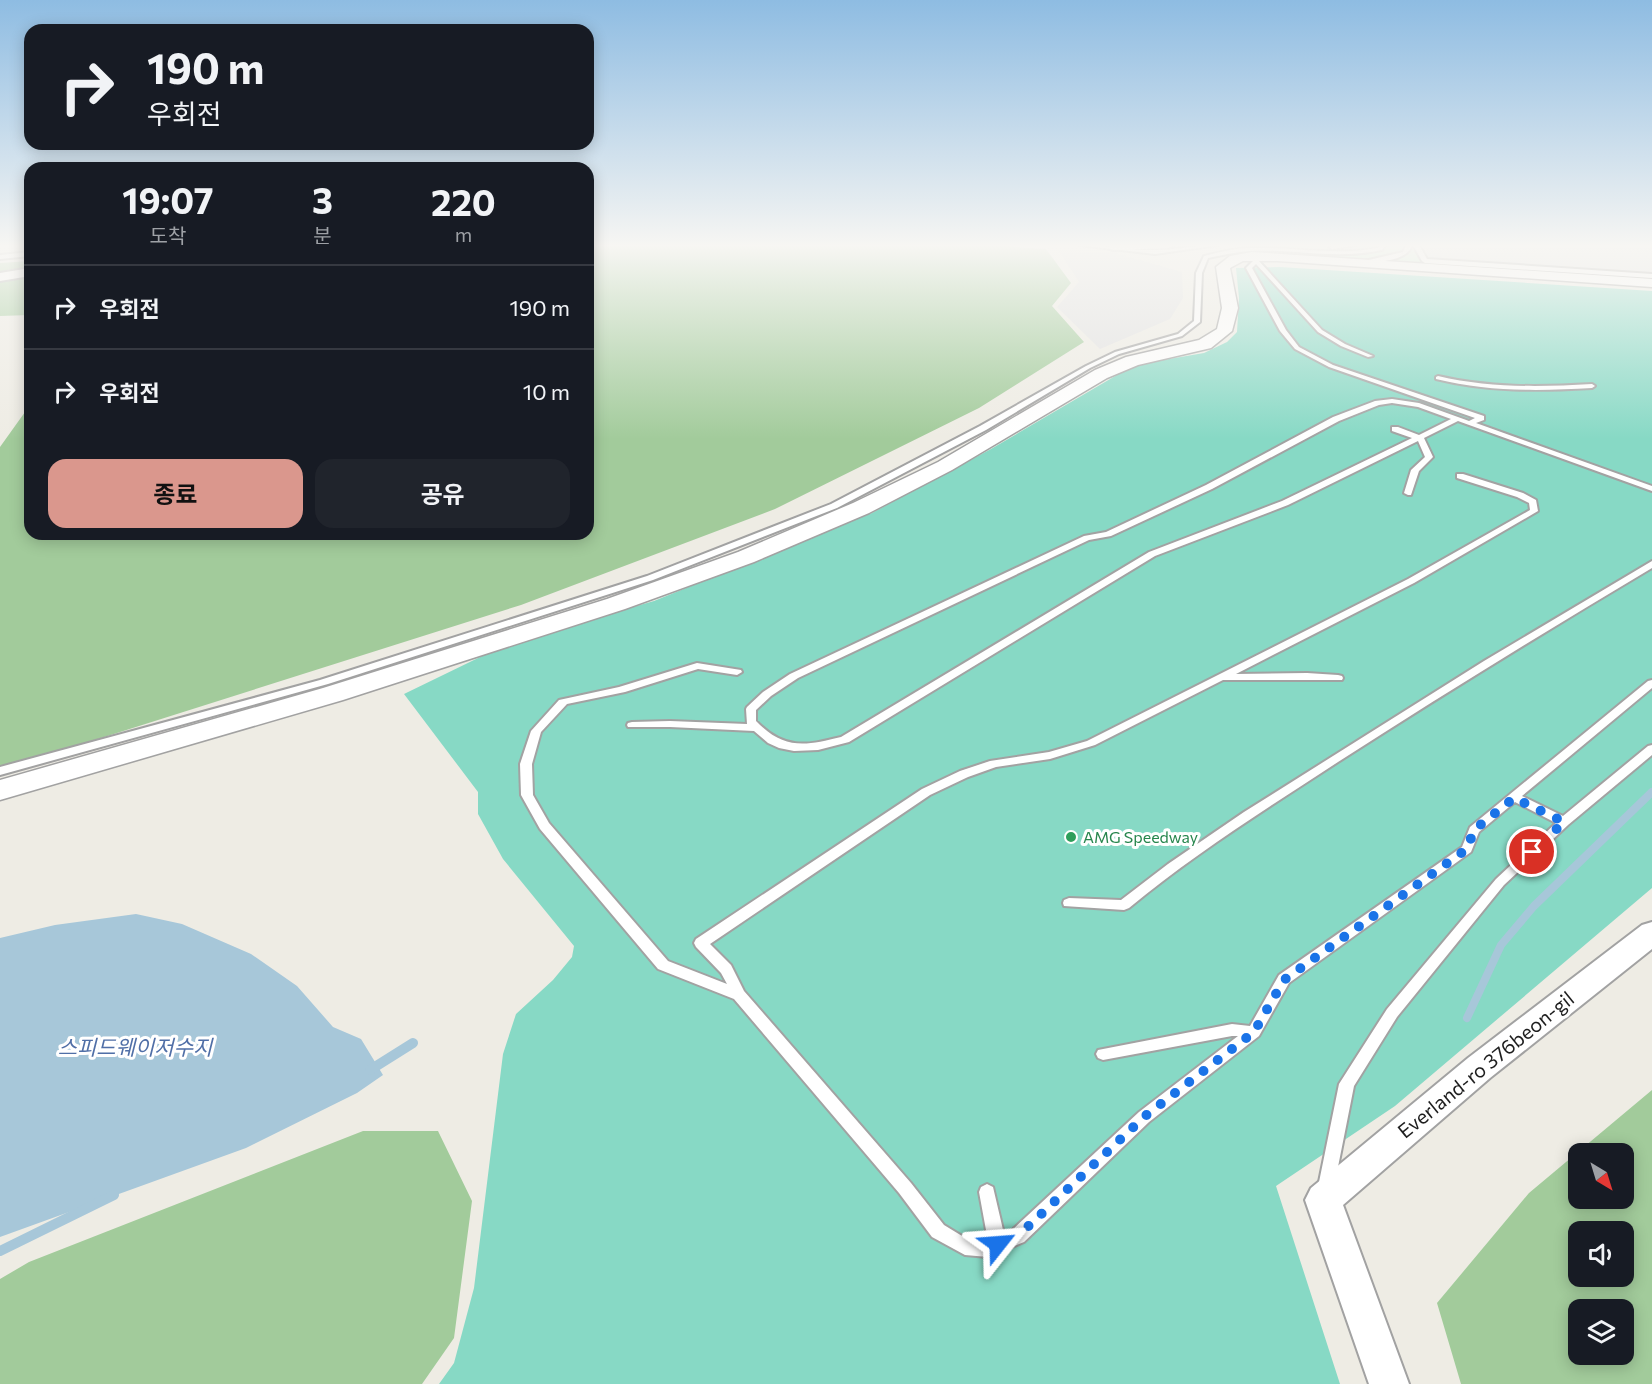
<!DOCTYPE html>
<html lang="ko">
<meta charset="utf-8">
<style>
body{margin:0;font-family:Commissioner,"Noto Sans KR",sans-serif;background:#20242c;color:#f1f3f6;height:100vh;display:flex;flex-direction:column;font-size:22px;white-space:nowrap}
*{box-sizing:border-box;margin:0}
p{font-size:20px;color:#9ea1a6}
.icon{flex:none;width:33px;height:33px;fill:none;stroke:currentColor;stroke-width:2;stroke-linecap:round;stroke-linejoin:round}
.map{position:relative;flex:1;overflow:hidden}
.drawer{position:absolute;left:24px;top:162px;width:570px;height:378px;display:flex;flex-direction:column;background:#171b24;border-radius:18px;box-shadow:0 3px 15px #0003}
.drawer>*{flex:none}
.banner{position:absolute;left:24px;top:24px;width:570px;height:126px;border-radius:18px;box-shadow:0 3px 15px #0003;background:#171b24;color:#f1f3f6;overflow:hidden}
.needle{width:39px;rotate:142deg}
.tools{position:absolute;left:1568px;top:1143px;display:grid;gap:12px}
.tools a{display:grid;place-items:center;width:66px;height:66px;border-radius:12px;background:#171b24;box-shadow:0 3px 15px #0003;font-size:30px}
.pin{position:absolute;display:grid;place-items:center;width:51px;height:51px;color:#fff;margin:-26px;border:3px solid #fff;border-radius:50%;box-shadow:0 2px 6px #0007}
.me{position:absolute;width:66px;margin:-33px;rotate:62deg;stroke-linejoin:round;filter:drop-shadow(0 0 4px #0008)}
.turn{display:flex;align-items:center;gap:21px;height:126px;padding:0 24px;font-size:27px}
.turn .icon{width:78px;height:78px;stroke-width:2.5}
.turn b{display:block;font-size:42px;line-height:51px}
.eta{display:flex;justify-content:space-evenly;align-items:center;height:102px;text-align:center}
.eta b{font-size:36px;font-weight:700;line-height:42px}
.action{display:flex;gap:12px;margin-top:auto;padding:12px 24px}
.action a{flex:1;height:69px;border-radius:18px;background:#da978d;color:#111;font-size:24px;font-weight:700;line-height:69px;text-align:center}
.action a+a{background:#20242c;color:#f1f3f6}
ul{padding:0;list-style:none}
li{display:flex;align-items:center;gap:18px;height:84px;padding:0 24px;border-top:2px solid #363941}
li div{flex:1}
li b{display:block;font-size:22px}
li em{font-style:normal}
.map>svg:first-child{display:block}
.forest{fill:#a2cb9b;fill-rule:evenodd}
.park{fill:#c3f6cf}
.pitch{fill:#87d9c5}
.parking{fill:#e2e2e2}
.water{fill:#a7c7d9}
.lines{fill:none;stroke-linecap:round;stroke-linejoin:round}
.stream-far1{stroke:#a7c7d9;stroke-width:8}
.stream{stroke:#a7c7d9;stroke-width:10}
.service-casing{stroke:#a2a2a2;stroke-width:4}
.minor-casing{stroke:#a2a2a2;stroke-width:4}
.tertiary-casing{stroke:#a2a2a2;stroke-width:3}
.service{fill:#fff;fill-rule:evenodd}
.minor{fill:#fff;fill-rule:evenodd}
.tertiary{fill:#fff;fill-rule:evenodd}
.route{stroke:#1a73e8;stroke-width:10;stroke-dasharray:0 18}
.leisure-dot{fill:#2e9e5b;stroke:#fff;stroke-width:2}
.labels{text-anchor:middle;stroke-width:6;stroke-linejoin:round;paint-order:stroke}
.leisure-label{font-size:16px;fill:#27864d;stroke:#fff;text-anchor:start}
.near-street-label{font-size:20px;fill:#1e1e1e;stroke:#fff}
.near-water-label{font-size:21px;font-style:italic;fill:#506fa7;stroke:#fff}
</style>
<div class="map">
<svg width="1652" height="1384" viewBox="0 0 1652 1384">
<rect width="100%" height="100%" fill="#eeece4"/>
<path class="forest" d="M588,245H988L1046,249L1071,283L1052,306L1084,342L979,408L775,509L521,605L0,770V447L30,405V534H588Z
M30,261V315L0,316V263Z
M1652,1090V1384H1461L1437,1303L1529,1193ZM1578,1154H1623V1198H1578ZM1578,1232H1623V1276H1578ZM1578,1310H1623V1354H1578Z
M363,1131H438L472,1201L454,1338L422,1384H0V1279L29,1262Z"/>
<path class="park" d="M1241,245H1652V277L1263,252Z"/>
<path class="pitch" d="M1280,267L1652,291V888L1395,1106L1276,1186L1340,1384H439L454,1363L474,1288L503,1054L516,1014L553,980L572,957L574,946L503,859L478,814V792L404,694L511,642L654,601L872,513L991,449L1134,365L1204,353L1227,342L1237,332L1239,298L1236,268Z"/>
<path class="parking" d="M1411,245H1652V277L1421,262Z
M1059,251L1115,253L1182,272L1183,298L1170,319L1100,349L1057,307L1079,282Z"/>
<path class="water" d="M136,914L182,924L251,954L297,986L333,1027L361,1039L383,1075L357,1093L246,1148L0,1237V938L55,925Z"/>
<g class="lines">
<path class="stream-far1" d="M1467,1018L1501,945L1534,906L1652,792"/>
<path class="stream" d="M370,1070L413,1043
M0,1251L114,1195"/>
<g class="service-casing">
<path id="service" d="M1079,245C1105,245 1130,251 1156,250C1176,250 1197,245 1218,245L1155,254Z
M1337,245H1356L1332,249L1329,247Z
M1380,245H1386L1382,250C1335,260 1296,249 1250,251C1236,252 1222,255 1208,258L1202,273L1200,322L1182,336L1119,354L1090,368L986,430L837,508L653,580L328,684L0,775V767L320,680L647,576L831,504L980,426L1086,366L1115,352L1178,334L1194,321L1196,273L1204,256C1220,252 1235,248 1251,248C1295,247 1334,256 1378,248Z
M1406,245H1412C1407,262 1378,261 1363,264L1360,262L1403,252Z
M1413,245H1419L1427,259L1652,274V278L1425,263L1422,261Z
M30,252V256L0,259V255Z
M1254,260H1258L1322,330L1345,344L1373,356L1368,357L1341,346L1318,332L1256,264L1252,268L1286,330L1299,347L1333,365L1484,416V420L1476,423L1652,486V491L1458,421L1424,438L1433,457L1419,471L1411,495H1408L1404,493L1411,470L1425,457L1418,441L1288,505L1155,556L849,742L818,750L794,751L779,748L768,743L754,731L670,727H628L627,725L628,723L632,722L670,721L747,724L746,709L747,707L763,692L790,674L1084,536L1106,532L1206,485L1333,417L1375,401L1392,399L1419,403L1469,421L1475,418L1329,367L1295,349L1280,331L1246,268ZM1392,403L1418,407L1451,419L1419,435L1398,427H1392V431L1412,438L1282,501L1149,552L841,737C805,746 784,750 756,721V710L771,696L798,678L1089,540L1111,536L1212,489L1339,421L1379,405Z
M1438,376C1489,388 1540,387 1592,384L1595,386L1592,388C1539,391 1488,392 1436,379V377Z
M1457,474H1463L1523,493L1536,500L1538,511L1414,583L1236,674L1307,673L1338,675L1342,676L1343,678L1342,680H1223L1095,745L1050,759L996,767L968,777L930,795L710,944L731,965L744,991L911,1183L944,1225L967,1239L988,1241L979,1192L981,1187L987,1184L993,1187L1004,1234L1012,1230L1139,1112L1238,1036H1232L1103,1060L1098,1058L1096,1054L1098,1050L1232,1024L1250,1026L1279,975L1462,847L1470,827L1648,681L1652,680V688L1522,796L1563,816L1648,746L1652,745V755L1568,825L1504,885L1397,1017L1354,1086L1334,1187L1332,1192L1326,1195L1320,1192L1318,1187L1339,1084L1387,1009L1496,879L1556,823L1515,802L1479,832L1471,852L1289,983L1259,1036L1149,1122L1024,1242L988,1257L965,1255L932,1237L899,1193L734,999L658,969L540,829L521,795L520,764L531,731L559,700L619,687L697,663L741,670L742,672L737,675L698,669L625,692L567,704L541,732L532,764L533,795L549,823L668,961L727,984L721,973L696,947L694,943L696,939L922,789L960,771L990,761L1049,752L1087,741L1408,579L1530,510L1529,503L1517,497L1457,478Z
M1652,561V568C1546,631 1441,696 1338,762C1266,809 1194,854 1129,908L1124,910L1064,906L1063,903L1064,900L1069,898L1121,900L1168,864L1244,812L1484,661Z"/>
</g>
<g class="minor-casing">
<path id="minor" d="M1110,245H1174L1168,248L1114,250L1110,249Z
M30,268V276L0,281V273Z
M1652,922V949L1490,1078L1343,1205L1409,1384H1369L1305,1200L1311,1188L1468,1058L1642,925Z"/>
</g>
<g class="tertiary-casing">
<path id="tertiary" d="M1252,252L1652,279V287L1278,261H1243L1230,268L1238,308L1232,331L1211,348L1138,365L1107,378L952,470L869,513L754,562L625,609L343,700L0,800V780L323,688L607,599L738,552L853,503L938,462L1095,370L1126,357L1199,340L1217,329L1222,308L1216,267L1230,256Z"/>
</g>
<use href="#service" class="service"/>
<use href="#minor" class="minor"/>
<use href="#tertiary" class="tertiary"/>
</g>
<linearGradient id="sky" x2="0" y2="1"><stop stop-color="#8ebce2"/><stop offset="0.56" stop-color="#f7f6f3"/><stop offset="1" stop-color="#f7f6f3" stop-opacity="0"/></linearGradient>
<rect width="1652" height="439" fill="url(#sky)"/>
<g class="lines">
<path class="route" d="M998,1244L1018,1236L1144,1117L1254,1032L1284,980L1467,849L1474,830L1514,798L1564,822L1532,852"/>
</g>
<circle class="leisure-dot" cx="1071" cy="837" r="6"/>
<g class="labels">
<g class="leisure-label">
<text x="1083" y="843">AMG Speedway</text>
</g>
<g class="near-street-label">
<text transform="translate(1486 1065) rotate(-39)" y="7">Everland-ro 376beon-gil</text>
</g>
<g class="near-water-label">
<text x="135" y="1055">스피드웨이저수지</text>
</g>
</g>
</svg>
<div class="tools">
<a><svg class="needle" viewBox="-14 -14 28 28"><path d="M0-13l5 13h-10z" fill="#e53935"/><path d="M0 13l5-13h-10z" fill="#9ea1a6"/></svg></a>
<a><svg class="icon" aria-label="sound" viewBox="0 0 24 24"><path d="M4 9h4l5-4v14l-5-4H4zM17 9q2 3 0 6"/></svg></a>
<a><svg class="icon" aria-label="layers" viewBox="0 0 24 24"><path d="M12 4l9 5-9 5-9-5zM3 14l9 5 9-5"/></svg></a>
</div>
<div class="pin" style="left:1532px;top:852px;background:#d93025"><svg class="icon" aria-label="arrive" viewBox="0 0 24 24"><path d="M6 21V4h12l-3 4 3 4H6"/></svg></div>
<svg class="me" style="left:998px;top:1244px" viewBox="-20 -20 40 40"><path d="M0-17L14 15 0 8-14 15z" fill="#1a73e8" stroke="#fff" stroke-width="4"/></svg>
<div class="banner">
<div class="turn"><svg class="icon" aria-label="right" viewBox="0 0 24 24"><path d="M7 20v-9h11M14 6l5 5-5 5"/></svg><div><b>190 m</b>우회전</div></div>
</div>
<section class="drawer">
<div class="eta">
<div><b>19:07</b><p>도착</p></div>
<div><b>3</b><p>분</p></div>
<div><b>220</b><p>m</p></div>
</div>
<ul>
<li><svg class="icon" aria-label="right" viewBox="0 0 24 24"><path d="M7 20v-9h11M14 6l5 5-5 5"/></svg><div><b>우회전</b></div><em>190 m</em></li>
<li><svg class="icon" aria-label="right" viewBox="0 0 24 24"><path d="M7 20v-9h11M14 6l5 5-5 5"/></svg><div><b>우회전</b></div><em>10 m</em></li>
</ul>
<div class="action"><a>종료</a><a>공유</a></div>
</section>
</div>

§ **WHAT THE EXERCISE ASKS**:
Note each line above that holds "position", then copy all of them.

§ **RESULT**:
.map{position:relative;flex:1;overflow:hidden}
.drawer{position:absolute;left:24px;top:162px;width:570px;height:378px;display:flex;flex-direction:column;background:#171b24;border-radius:18px;box-shadow:0 3px 15px #0003}
.banner{position:absolute;left:24px;top:24px;width:570px;height:126px;border-radius:18px;box-shadow:0 3px 15px #0003;background:#171b24;color:#f1f3f6;overflow:hidden}
.tools{position:absolute;left:1568px;top:1143px;display:grid;gap:12px}
.pin{position:absolute;display:grid;place-items:center;width:51px;height:51px;color:#fff;margin:-26px;border:3px solid #fff;border-radius:50%;box-shadow:0 2px 6px #0007}
.me{position:absolute;width:66px;margin:-33px;rotate:62deg;stroke-linejoin:round;filter:drop-shadow(0 0 4px #0008)}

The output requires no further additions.